The Utah attorney general's office has reached a $221,000 settlement with a former Box Elder County couple who claimed the Legislature passed a law that ruined their commuter service.

Carroll C. Nichols, former principal at Box Elder High School, and his wife, Shirley, now residents of Mentone, Calif., sued the state in 1985, alleging the Ride Sharing Act of 1981 caused them to lose their investment in a shuttle service.In an effort to encourage ride sharing and reduce gasoline consumption, the act removed laws and regulations concerning common or contract carriers as they applied to ride sharing.

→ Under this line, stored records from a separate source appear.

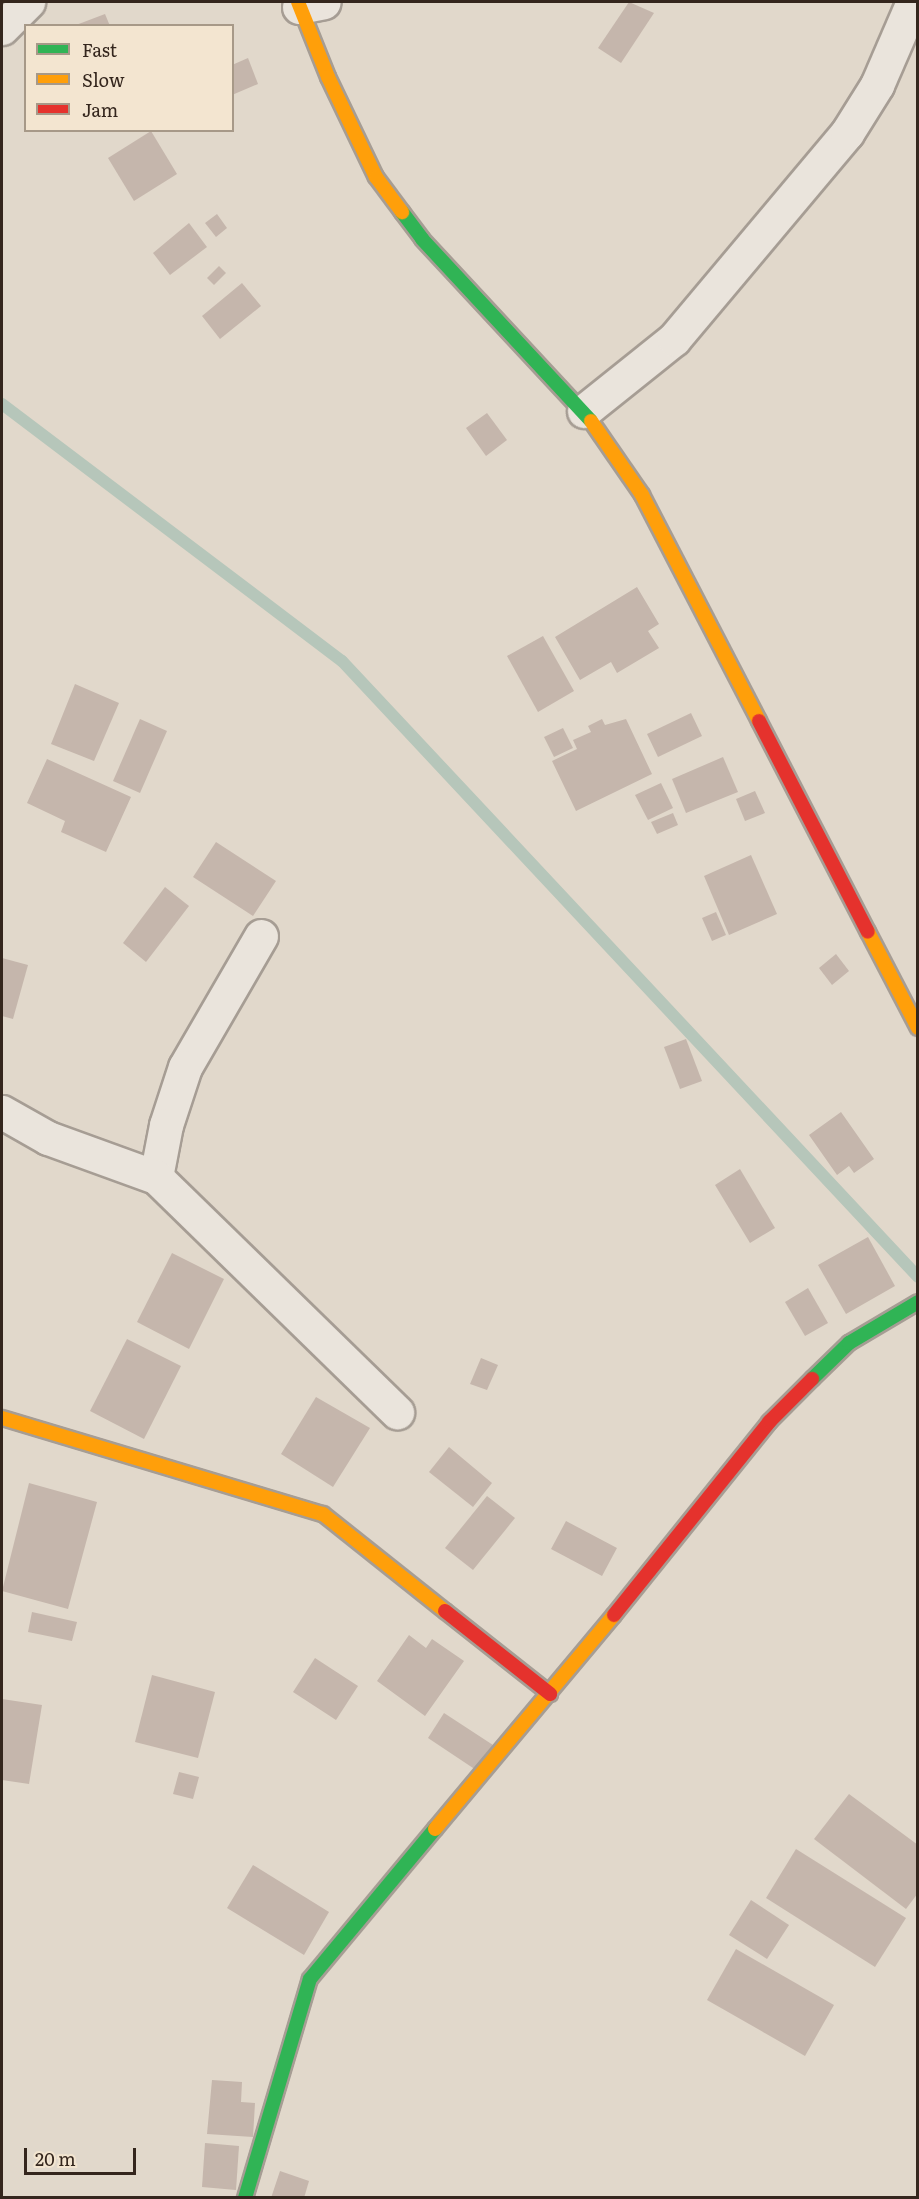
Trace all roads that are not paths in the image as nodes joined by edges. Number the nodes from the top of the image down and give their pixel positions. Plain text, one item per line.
1 (28, 2) edge
2 (913, 2) edge
3 (307, 3) edge
4 (2, 28) edge
5 (584, 411) junction
6 (261, 936) dead end
7 (918, 1028) edge
8 (2, 1112) edge
9 (156, 1177) junction
10 (918, 1302) edge
11 (397, 1412) dead end
12 (2, 1418) edge
13 (550, 1694) junction
14 (245, 2198) edge

1 - 4 street
2 - 5 street
3 - 5 street
5 - 7 street
6 - 9 street
8 - 9 street
9 - 11 street
10 - 13 street
12 - 13 street
13 - 14 street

"It was a disaster" for the Nichols, who had purchased franchise rights to transport Thiokol employees, said Bob Hansen, the couple's lawyer.

"I think it's fair to say they lost nearly $500,000," Hansen said. At its peak, the business operated seven vans and two buses, he said.

At the couple's urging, the 1985 Legislature passed an amendment to the Unfair Practices Act, allowing common motor carriers who could prove they suffered losses from the Ride Sharing Act to recover up to $125,000 per claim.

The Utah attorney general's office contended the amendment was special legislation designed to benefit only the Nichols. Hansen argued some 30 other common carriers could have sued if they suffered similar losses.

Third District Judge James Sawaya ruled in 1988 that the amendment was not special legislation and ordered a $125,000 joint judgment.